Citing court documents, the DOJ said the numerous defendants allegedly participated in schemes to submit fraudulent claims to Medicare, Medicaid, TRICARE, and private insurance companies for treatments that were medically unnecessary and often never provided. A major theme throughout these alleged schemes was the use of patient recruiters, beneficiaries and other co-conspirators for supplying beneficiary information to providers, so that the providers could then submit fraudulent bills to Medicare. Those recruiters, beneficiaries and other players were then allegedly paid kickbacks. Collectively, the doctors, nurses, licensed medical professionals, healthcare company owners and others charged are accused of submitting a total of over $2 billion in fraudulent billings.
"The number of medical professionals charged is particularly significant, because virtually every healthcare fraud scheme requires a corrupt medical professional to be involved in order for Medicare or Medicaid to pay the fraudulent claims. Aggressively pursuing corrupt medical professionals not only has a deterrent effect on other medical professionals, but also ensures that their licenses can no longer be used to bilk the system," the DOJ said.

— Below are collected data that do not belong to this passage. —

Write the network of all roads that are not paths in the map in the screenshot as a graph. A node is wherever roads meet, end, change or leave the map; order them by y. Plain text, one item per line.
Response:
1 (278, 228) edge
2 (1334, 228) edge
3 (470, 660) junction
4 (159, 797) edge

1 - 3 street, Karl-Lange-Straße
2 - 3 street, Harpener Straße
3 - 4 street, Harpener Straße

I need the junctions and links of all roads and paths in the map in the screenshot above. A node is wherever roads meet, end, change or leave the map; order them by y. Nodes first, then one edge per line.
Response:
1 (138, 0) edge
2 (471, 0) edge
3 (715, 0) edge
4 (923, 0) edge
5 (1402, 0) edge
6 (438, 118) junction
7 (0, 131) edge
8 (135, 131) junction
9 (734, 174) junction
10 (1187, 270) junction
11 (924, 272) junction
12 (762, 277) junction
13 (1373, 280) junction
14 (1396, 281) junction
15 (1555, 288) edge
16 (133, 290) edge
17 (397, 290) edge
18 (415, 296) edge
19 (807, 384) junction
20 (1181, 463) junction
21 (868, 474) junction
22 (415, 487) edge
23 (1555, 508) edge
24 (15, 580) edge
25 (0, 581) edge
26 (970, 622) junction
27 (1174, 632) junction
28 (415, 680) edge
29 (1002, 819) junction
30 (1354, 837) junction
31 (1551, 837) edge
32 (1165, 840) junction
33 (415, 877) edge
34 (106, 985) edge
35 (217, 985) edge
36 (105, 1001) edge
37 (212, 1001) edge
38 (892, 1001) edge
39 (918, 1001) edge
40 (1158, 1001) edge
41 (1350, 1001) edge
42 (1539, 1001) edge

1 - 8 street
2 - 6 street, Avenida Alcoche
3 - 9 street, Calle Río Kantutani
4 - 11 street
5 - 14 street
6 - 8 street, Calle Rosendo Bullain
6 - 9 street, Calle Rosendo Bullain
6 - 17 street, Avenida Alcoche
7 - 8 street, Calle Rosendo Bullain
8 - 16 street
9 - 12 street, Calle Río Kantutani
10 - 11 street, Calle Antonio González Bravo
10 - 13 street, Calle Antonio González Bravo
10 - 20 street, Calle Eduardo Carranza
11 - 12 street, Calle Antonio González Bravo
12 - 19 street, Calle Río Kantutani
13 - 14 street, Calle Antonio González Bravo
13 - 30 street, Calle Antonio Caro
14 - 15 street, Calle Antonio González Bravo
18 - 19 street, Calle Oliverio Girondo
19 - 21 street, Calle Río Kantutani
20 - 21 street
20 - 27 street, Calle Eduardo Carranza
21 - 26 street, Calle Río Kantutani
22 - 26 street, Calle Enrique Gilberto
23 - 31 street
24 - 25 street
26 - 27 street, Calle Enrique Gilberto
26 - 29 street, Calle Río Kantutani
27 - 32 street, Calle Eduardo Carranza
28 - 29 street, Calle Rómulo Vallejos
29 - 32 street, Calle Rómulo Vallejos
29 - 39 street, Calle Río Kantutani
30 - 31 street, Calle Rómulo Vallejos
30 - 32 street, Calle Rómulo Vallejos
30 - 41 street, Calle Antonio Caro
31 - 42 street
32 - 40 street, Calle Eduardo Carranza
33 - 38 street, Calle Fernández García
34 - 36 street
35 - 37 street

The massive takedown spanned the entire country, with individual cases from coast to coast. In the southern District of Florida, 124 defendants were charged in connection fraud schemes involving more than $337 million in false billings for services including home health care and pharmacy fraud.
In the Central District of California, 33 defendants were charged in connection to alleged schemes aimed at defrauding insurance programs out of more than $660 million. One indictment for a compounding pharmacy fraud case said an attorney/marketer paid kickbacks and offered incentives including prostitutes and expensive meals to two podiatrists in exchange for prescriptions written on pre-printed prescription pads, whether the medications were medically necessary or not.
Schemes in Texas, Michigan, Illinois, New York, Louisiana, Tennessee, Maine, Vermont and others, as well as additional cases in Florida and California, also saw numerous defendants charged in cases where millions of dollars had been billed fraudulently and compound creams and opioids had been inappropriately prescribed.
The cases are being prosecuted and investigated by U.S. Attorney's Offices nationwide, along with Medicare Fraud Strike Force teams from the Criminal Division's Fraud Section and agents from the FBI, HHS-OIG, DEA, IRS-Criminal Investigations and other agencies.
The takedown comes as the opioid epidemic continues to scour the country, causing tens of thousands of overdoses and deaths a year. The federal government has allotted funding to combat the scourge of opioids and legislation has passed the House of Representatives that aims to boost treatment and addiction prevention initiatives. That bill, called the the SUPPORT for Patients and Communities Act, must still make its way through the Senate.